§ Work order
Please return each entry that follows exactly as written, and keep the pictures out.

========================================

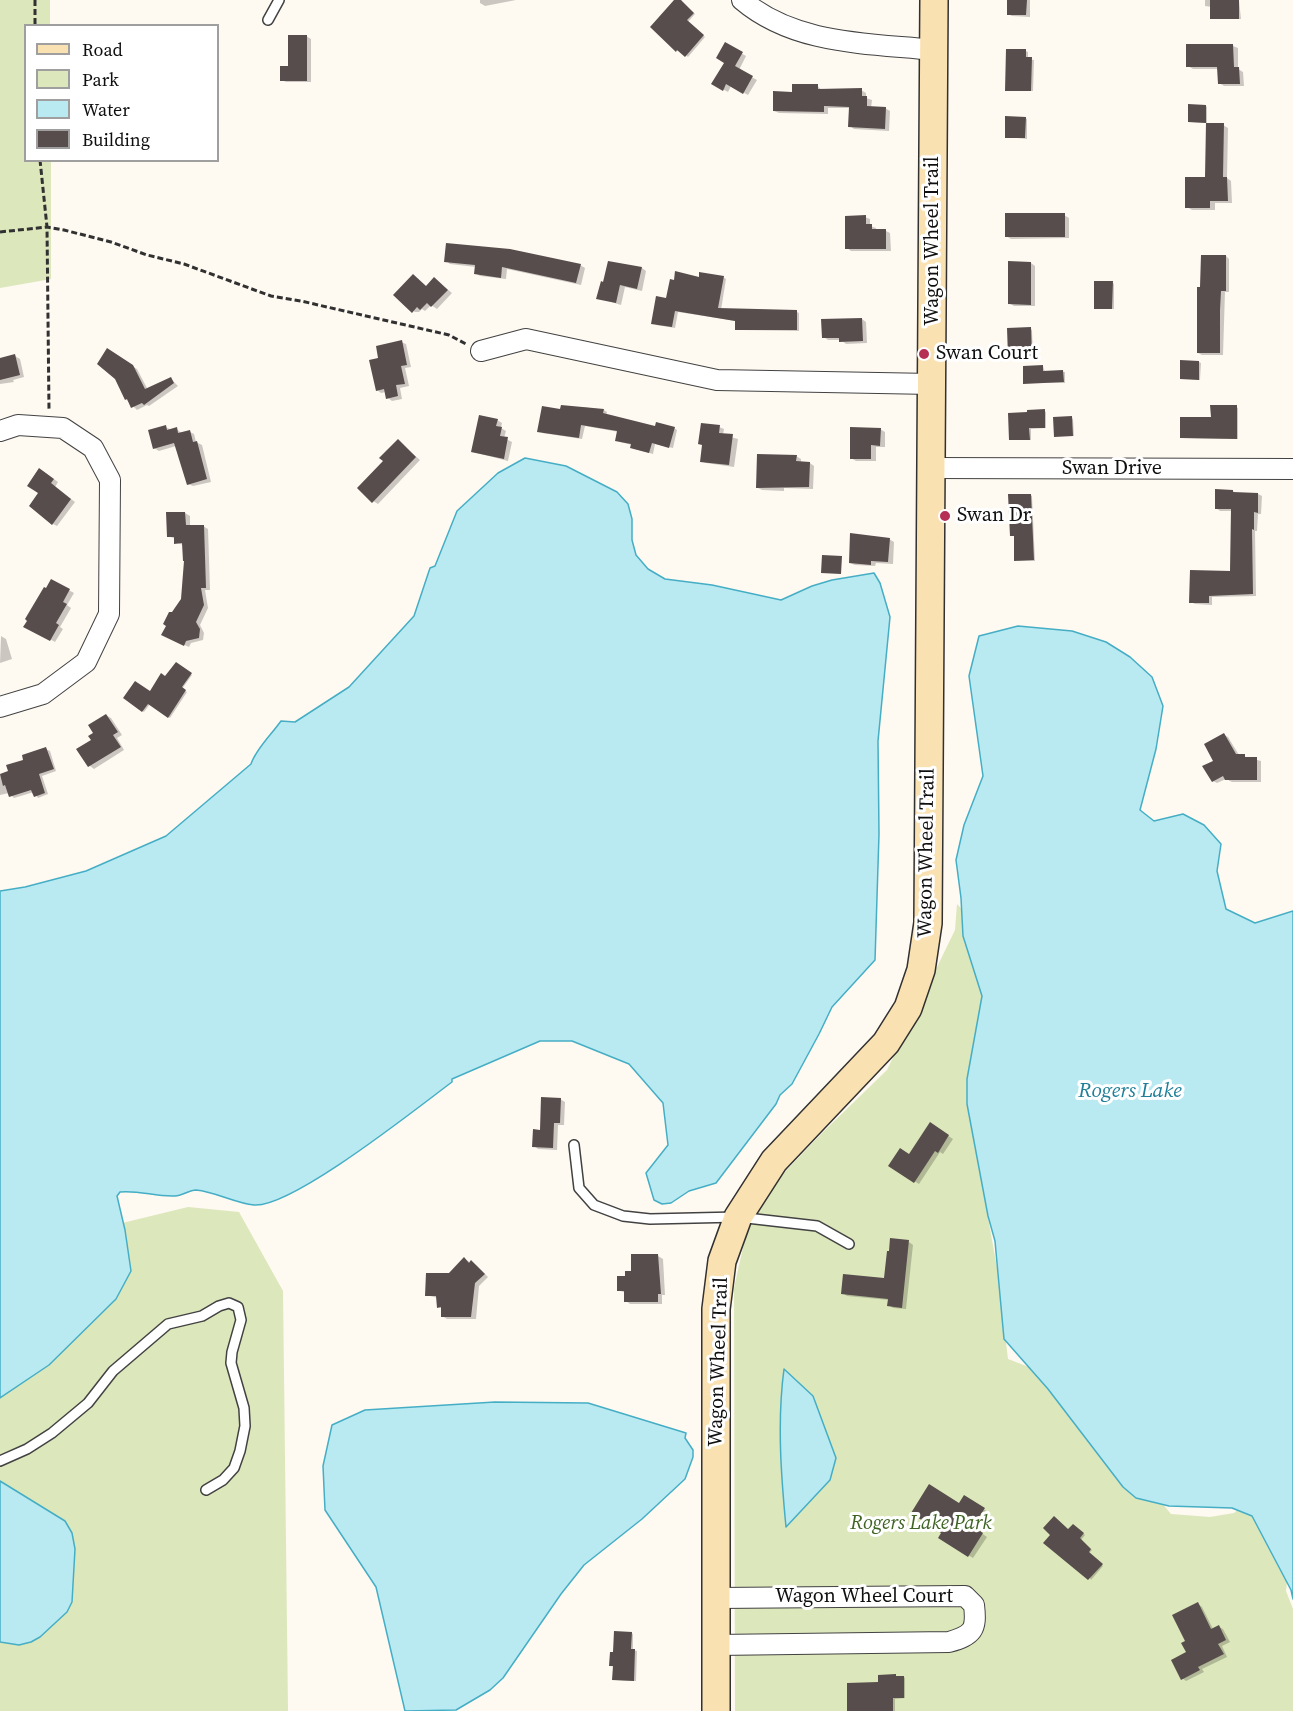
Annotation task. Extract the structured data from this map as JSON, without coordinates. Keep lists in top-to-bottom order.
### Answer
{
  "streets": {
    "street": ["Wagon Wheel Trail", "Swan Drive", "Wagon Wheel Court"]
  },
  "crossings": [
    ["Wagon Wheel Trail", "Swan Drive"],
    ["Wagon Wheel Trail", "Wagon Wheel Court"]
  ],
  "water": ["Rogers Lake"],
  "parks": ["Rogers Lake Park"],
  "places": ["Swan Court", "Swan Dr"],
  "legend": [
    "Road",
    "Park",
    "Water",
    "Building"
  ]
}
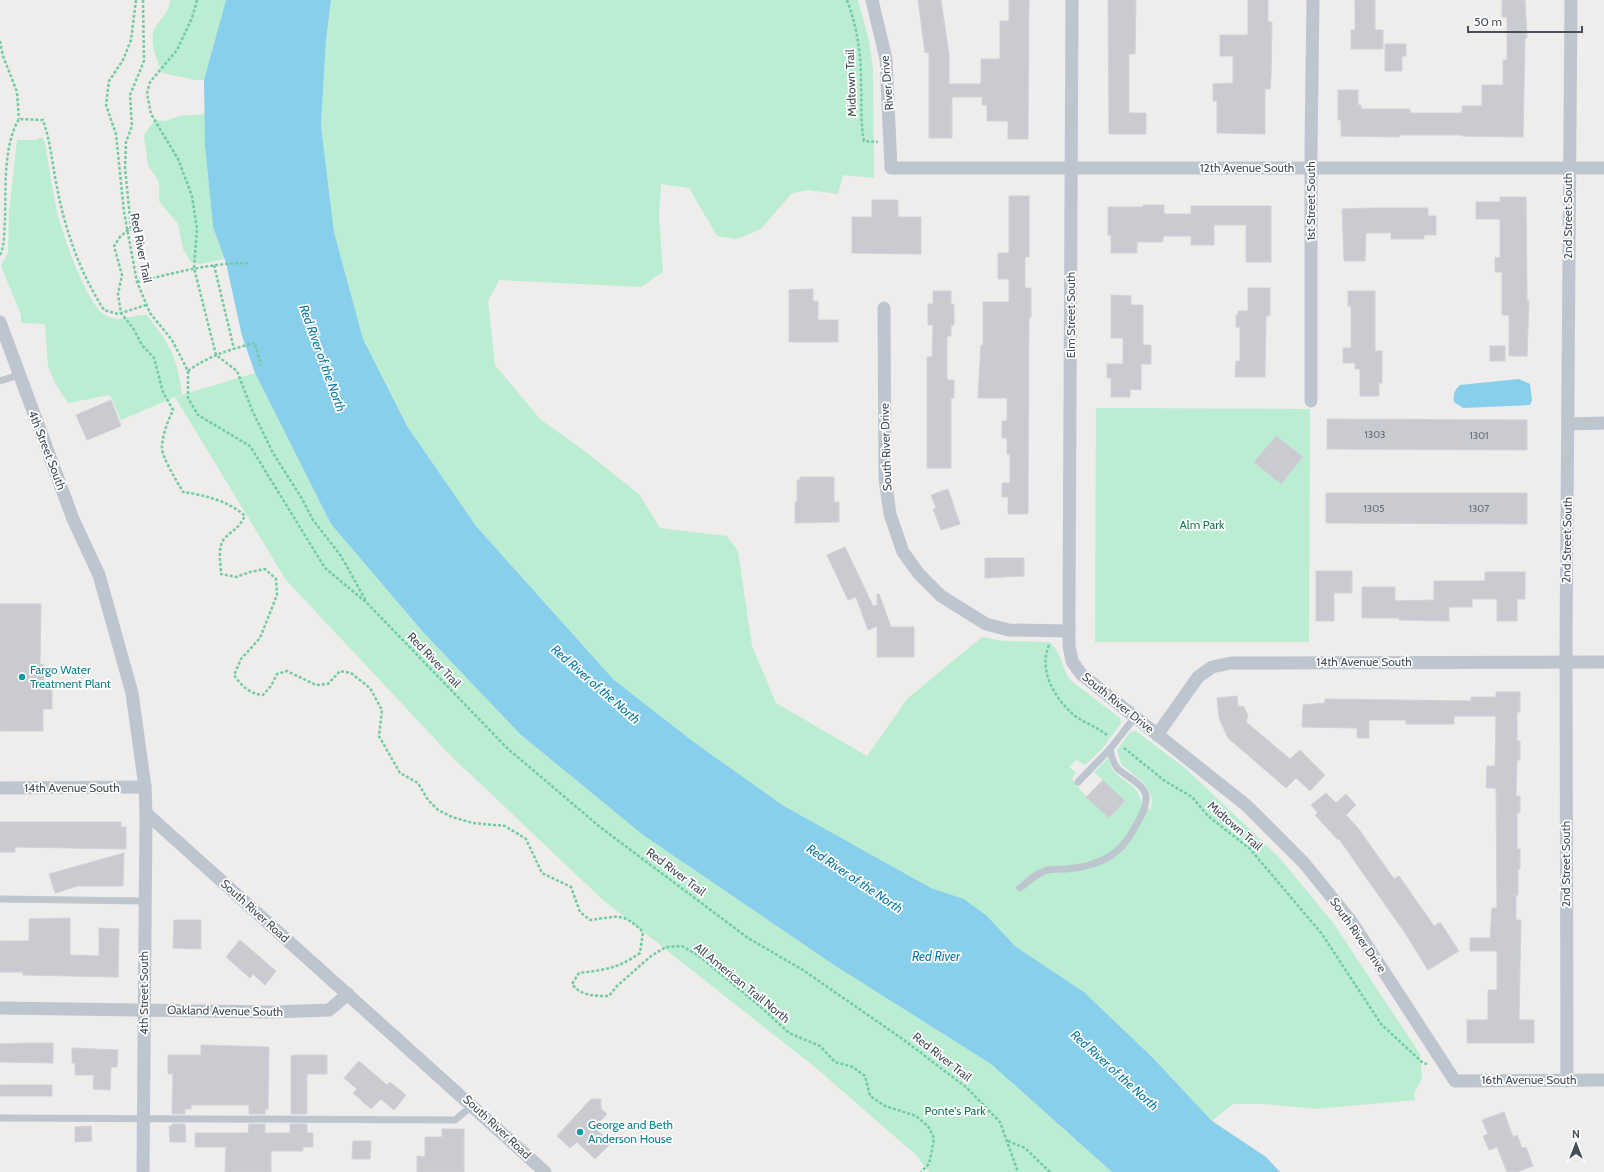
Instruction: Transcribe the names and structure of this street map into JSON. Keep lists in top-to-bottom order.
{
  "streets": {
    "street": [
      "River Drive",
      "12th Avenue South",
      "1st Street South",
      "2nd Street South",
      "Elm Street South",
      "South River Drive",
      "4th Street South",
      "14th Avenue South",
      "South River Road",
      "Oakland Avenue South",
      "16th Avenue South"
    ],
    "path": ["Midtown Trail", "Red River Trail", "All American Trail North"]
  },
  "crossings": [
    ["Midtown Trail", "River Drive"],
    ["Midtown Trail", "Elm Street South"],
    ["Midtown Trail", "South River Drive"],
    ["River Drive", "12th Avenue South"],
    ["12th Avenue South", "1st Street South"],
    ["12th Avenue South", "2nd Street South"],
    ["12th Avenue South", "Elm Street South"],
    ["2nd Street South", "14th Avenue South"],
    ["2nd Street South", "16th Avenue South"],
    ["Red River Trail", "All American Trail North"],
    ["Elm Street South", "South River Drive"],
    ["South River Drive", "14th Avenue South"],
    ["South River Drive", "16th Avenue South"],
    ["4th Street South", "14th Avenue South"],
    ["4th Street South", "South River Road"],
    ["4th Street South", "Oakland Avenue South"],
    ["South River Road", "Oakland Avenue South"]
  ],
  "water": ["Red River of the North", "Red River"],
  "parks": ["Alm Park", "Ponte's Park"],
  "places": ["Fargo Water Treatment Plant", "George and Beth Anderson House"],
  "house_numbers": [
    "1303",
    "1301",
    "1305",
    "1307"
  ],
  "scale_bar": "50 m",
  "north": "top"
}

========================================

§ Task solution
Annotation task. Extract the structured data from this map as JSON, without coordinates. Keep lists in top-to-bottom order.
### Answer
{
  "streets": {
    "street": ["Wagon Wheel Trail", "Swan Drive", "Wagon Wheel Court"]
  },
  "crossings": [
    ["Wagon Wheel Trail", "Swan Drive"],
    ["Wagon Wheel Trail", "Wagon Wheel Court"]
  ],
  "water": ["Rogers Lake"],
  "parks": ["Rogers Lake Park"],
  "places": ["Swan Court", "Swan Dr"],
  "legend": [
    "Road",
    "Park",
    "Water",
    "Building"
  ]
}
Instruction: Transcribe the names and structure of this street map into JSON. Keep lists in top-to-bottom order.
{
  "streets": {
    "street": [
      "River Drive",
      "12th Avenue South",
      "1st Street South",
      "2nd Street South",
      "Elm Street South",
      "South River Drive",
      "4th Street South",
      "14th Avenue South",
      "South River Road",
      "Oakland Avenue South",
      "16th Avenue South"
    ],
    "path": ["Midtown Trail", "Red River Trail", "All American Trail North"]
  },
  "crossings": [
    ["Midtown Trail", "River Drive"],
    ["Midtown Trail", "Elm Street South"],
    ["Midtown Trail", "South River Drive"],
    ["River Drive", "12th Avenue South"],
    ["12th Avenue South", "1st Street South"],
    ["12th Avenue South", "2nd Street South"],
    ["12th Avenue South", "Elm Street South"],
    ["2nd Street South", "14th Avenue South"],
    ["2nd Street South", "16th Avenue South"],
    ["Red River Trail", "All American Trail North"],
    ["Elm Street South", "South River Drive"],
    ["South River Drive", "14th Avenue South"],
    ["South River Drive", "16th Avenue South"],
    ["4th Street South", "14th Avenue South"],
    ["4th Street South", "South River Road"],
    ["4th Street South", "Oakland Avenue South"],
    ["South River Road", "Oakland Avenue South"]
  ],
  "water": ["Red River of the North", "Red River"],
  "parks": ["Alm Park", "Ponte's Park"],
  "places": ["Fargo Water Treatment Plant", "George and Beth Anderson House"],
  "house_numbers": [
    "1303",
    "1301",
    "1305",
    "1307"
  ],
  "scale_bar": "50 m",
  "north": "top"
}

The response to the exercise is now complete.